=== RECORD SET ===

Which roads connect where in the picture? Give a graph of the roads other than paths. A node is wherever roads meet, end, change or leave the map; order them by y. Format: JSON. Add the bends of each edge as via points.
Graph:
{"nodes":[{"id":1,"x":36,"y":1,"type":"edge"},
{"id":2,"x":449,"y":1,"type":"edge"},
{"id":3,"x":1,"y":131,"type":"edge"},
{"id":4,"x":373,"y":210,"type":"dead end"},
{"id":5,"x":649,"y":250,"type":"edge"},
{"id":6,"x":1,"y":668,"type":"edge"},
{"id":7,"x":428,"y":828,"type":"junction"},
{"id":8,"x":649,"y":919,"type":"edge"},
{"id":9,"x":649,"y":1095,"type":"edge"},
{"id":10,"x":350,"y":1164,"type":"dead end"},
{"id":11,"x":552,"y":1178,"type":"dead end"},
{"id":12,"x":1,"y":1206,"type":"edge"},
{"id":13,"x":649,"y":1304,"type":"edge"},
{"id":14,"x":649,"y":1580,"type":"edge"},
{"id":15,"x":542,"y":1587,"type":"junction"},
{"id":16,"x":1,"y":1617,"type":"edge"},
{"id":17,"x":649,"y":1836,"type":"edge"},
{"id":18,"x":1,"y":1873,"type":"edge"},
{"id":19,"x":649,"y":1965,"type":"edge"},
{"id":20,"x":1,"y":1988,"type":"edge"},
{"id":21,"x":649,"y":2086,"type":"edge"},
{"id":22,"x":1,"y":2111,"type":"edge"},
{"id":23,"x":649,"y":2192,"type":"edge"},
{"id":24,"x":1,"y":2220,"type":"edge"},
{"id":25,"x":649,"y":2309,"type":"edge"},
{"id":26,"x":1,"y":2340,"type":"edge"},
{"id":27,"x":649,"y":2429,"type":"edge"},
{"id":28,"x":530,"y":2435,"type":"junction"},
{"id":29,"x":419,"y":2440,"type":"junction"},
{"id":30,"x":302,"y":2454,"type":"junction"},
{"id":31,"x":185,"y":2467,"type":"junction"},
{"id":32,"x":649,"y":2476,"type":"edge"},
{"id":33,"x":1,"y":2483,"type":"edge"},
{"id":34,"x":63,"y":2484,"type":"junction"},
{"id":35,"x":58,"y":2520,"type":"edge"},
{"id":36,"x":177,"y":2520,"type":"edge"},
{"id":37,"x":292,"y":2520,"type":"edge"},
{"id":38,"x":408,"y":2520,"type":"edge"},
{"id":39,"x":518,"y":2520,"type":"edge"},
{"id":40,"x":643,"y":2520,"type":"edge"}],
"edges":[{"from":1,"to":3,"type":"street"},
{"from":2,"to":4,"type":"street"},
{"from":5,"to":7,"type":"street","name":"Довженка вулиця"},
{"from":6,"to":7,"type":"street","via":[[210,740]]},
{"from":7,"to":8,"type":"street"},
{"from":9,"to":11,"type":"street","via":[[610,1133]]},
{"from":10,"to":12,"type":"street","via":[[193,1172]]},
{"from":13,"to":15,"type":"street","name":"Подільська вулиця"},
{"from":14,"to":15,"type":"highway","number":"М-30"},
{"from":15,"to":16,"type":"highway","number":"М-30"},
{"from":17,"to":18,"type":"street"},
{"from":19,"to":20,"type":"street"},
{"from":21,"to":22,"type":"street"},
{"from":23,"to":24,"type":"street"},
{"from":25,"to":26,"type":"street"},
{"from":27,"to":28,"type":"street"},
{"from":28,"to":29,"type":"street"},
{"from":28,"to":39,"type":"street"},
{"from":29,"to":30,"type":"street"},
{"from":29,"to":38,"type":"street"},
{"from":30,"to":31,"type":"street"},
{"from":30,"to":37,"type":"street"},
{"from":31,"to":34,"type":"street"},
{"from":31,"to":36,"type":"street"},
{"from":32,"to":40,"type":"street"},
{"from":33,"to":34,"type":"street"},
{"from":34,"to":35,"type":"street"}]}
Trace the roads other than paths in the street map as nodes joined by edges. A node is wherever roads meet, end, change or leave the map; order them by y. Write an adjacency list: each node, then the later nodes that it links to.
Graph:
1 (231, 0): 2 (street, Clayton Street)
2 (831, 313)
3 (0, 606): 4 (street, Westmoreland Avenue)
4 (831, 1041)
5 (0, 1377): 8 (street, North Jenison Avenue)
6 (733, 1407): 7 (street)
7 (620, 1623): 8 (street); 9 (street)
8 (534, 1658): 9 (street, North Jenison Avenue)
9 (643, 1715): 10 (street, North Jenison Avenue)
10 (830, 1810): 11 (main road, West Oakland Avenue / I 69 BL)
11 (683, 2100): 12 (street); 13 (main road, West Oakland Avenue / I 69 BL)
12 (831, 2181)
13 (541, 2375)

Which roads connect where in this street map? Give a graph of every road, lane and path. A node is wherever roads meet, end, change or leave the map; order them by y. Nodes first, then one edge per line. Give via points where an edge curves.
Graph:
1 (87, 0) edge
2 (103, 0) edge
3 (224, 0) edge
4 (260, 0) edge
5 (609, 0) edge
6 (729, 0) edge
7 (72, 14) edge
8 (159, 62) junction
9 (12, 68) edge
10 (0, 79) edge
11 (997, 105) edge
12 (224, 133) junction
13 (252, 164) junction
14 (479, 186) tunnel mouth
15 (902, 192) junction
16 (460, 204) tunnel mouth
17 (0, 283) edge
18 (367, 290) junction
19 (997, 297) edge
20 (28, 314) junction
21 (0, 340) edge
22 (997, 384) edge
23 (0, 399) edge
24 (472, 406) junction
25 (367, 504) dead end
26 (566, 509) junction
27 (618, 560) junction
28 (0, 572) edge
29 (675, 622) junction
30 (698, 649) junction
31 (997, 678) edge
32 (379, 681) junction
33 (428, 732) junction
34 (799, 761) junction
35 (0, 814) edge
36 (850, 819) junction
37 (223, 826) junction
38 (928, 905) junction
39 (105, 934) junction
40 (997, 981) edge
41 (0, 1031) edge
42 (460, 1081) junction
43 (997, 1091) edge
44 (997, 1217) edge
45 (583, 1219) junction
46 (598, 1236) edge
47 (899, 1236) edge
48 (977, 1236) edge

===

--- AIM OF THE EXERCISE ---
Filtering the entries above by the word "Which", copy each line that matches.

--- ANSWER FOR THIS EXERCISE ---
Which roads connect where in the picture? Give a graph of the roads other than paths. A node is wherever roads meet, end, change or leave the map; order them by y. Format: JSON. Add the bends of each edge as via points.
Which roads connect where in this street map? Give a graph of every road, lane and path. A node is wherever roads meet, end, change or leave the map; order them by y. Nodes first, then one edge per line. Give via points where an edge curves.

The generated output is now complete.